The student, 14-year-old Torin Hodgman, who identifies as genderqueer and uses they/them pronouns, per Michigan Live, wanted to ask DeVos what she was prepared to do to protect LGBTQ students from harassment so they can feel safe at school.
"Out of all LGBTQ ... and actually all teenagers, transgender and questioning people have a higher rate of suicide and deaths than anybody else," Hodgman told Michigan Live. They didn't get to ask DeVos that question, so instead, they decided to make a statement by wearing a trans pride flag. The video of the encounter surfaced online, and in it, DeVos didn't seem to react to the flag. Being that public schools are a place for children of all different backgrounds, sexualities, races, and gender identities, Hodgman at the very least wanted to assert that by proudly wearing the trans flag.
DeVos has repeatedly come under fire, not just for the administration's policies on LGBTQ harassment in schools, but for the general welfare of students facing discrimination. In February, the Department of Education announced that it won't investigate bathroom and locker room complaints from trans students, per NPR. Department spokeswoman Liz Hill told NPR in February that "Title IX prohibits discrimination on the basis of sex, not gender identity." Critics of the department's move have said that the policy is unbelievably cruel and leaves vulnerable transgender and gender nonconforming students unprotected.
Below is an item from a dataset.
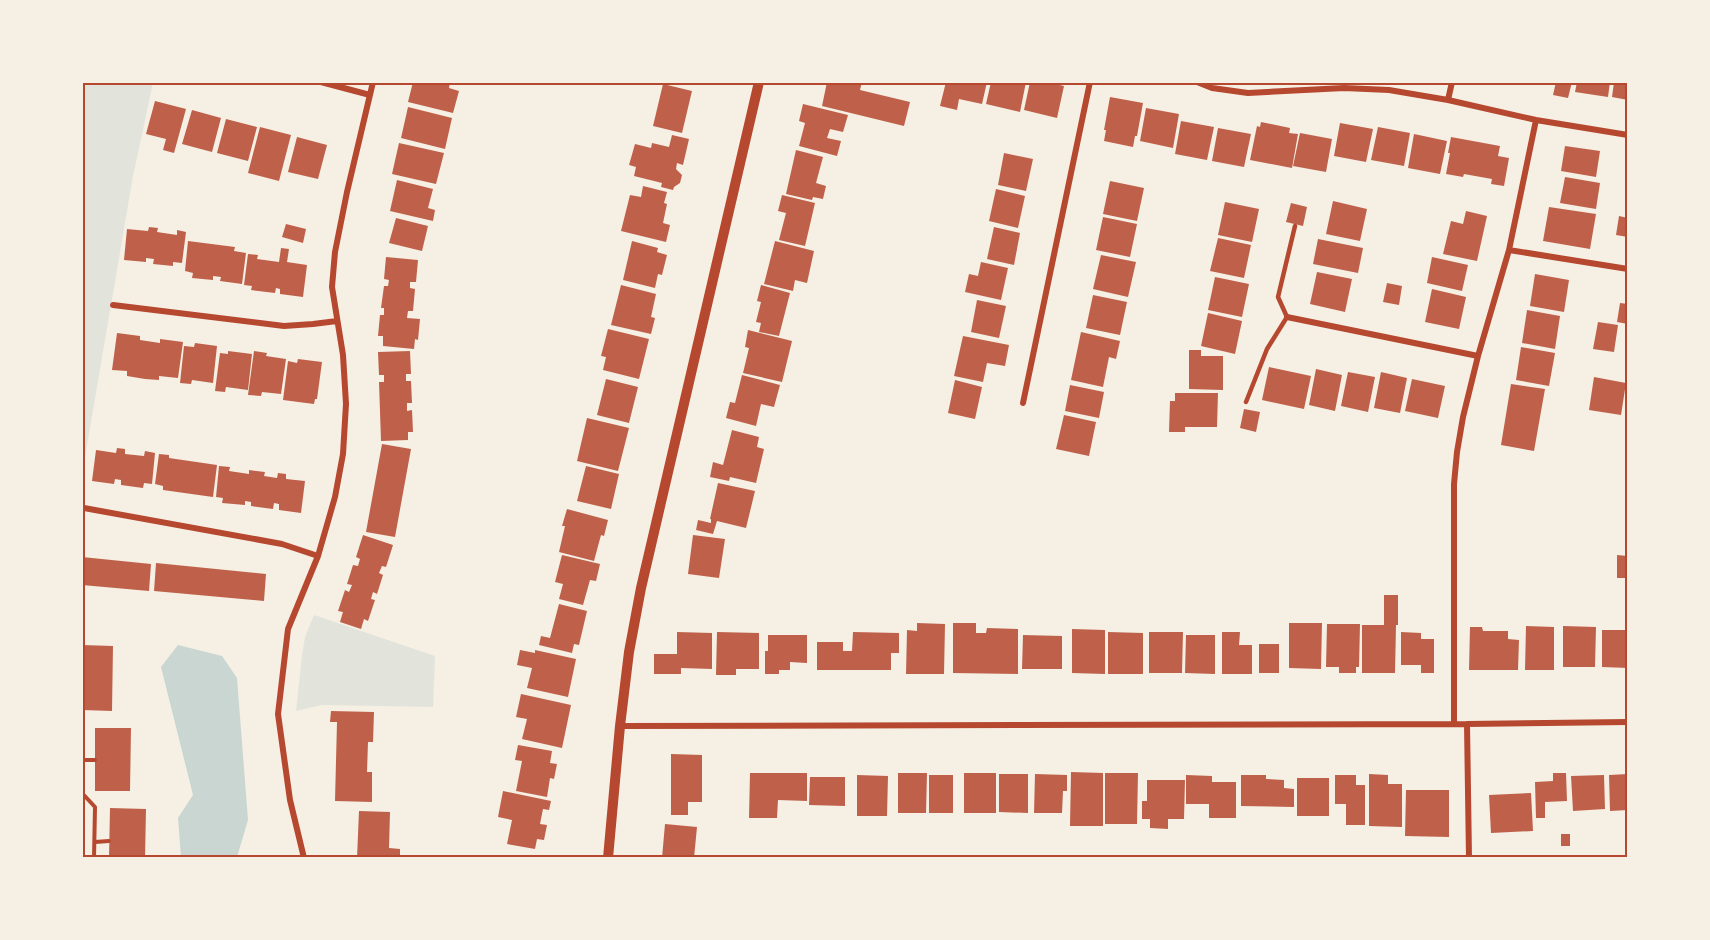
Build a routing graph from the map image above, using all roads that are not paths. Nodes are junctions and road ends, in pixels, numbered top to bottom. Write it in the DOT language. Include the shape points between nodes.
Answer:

DeVos's confirmation hearing in 2017 was a mess — and it got some media attention for being, well, messy. DeVos struggled to answer basic questions about equality and inclusion, and she apparently misunderstood the definition of education terms like "growth" and "proficiency." But the department's operations have largely taken a back seat to all the other controversies swirling about the White House.
She comes to the role with the conservative school of thought (pun not intended) that states and individual schools should handle their own policies, and the government should be restrained from interfering. For instance, in September 2017, DeVos rolled back controversial Obama-era guidance on how universities should handle sexual assault complaints on campus.
A bombshell New York Times report by Erica Green in June 2017 also found that the department was scaling back investigations into civil rights violations at public schools and universities (Hill, the department's spokeswoman, responded to the report by saying that the department had streamlined the process, which explained the speed of the closures. She told The Times, “Justice delayed is justice denied, and justice for many complainants has been denied for too long"). In a two-month period in 2017, the Education Department reportedly closed or dismissed more civil rights complaints than prior administrations had closed or dismissed in similar periods of time, Politico reported.
Also in June 2017, DeVos blocked the Obama administration’s protections for students attending for-profit colleges, which would've provided debt forgiveness to those students who were defrauded by the colleges. Time reported that DeVos said the rules created a “muddled process that’s unfair to students and schools, and puts taxpayers on the hook for significant costs.” Like many of Trump's appointees, DeVos's operative refrain is "undo Obama-era protections."
All the more courageous it was, then, that Hodgman was able to make a statement by wearing the trans flag — a celebration of the trans identity arguably in the face of its greatest political enemy for young people. It has the potential to catch the eyes of plenty of gender nonconforming LGBTQ people, show them what quiet bravery looks like, and inspire them not to be afraid.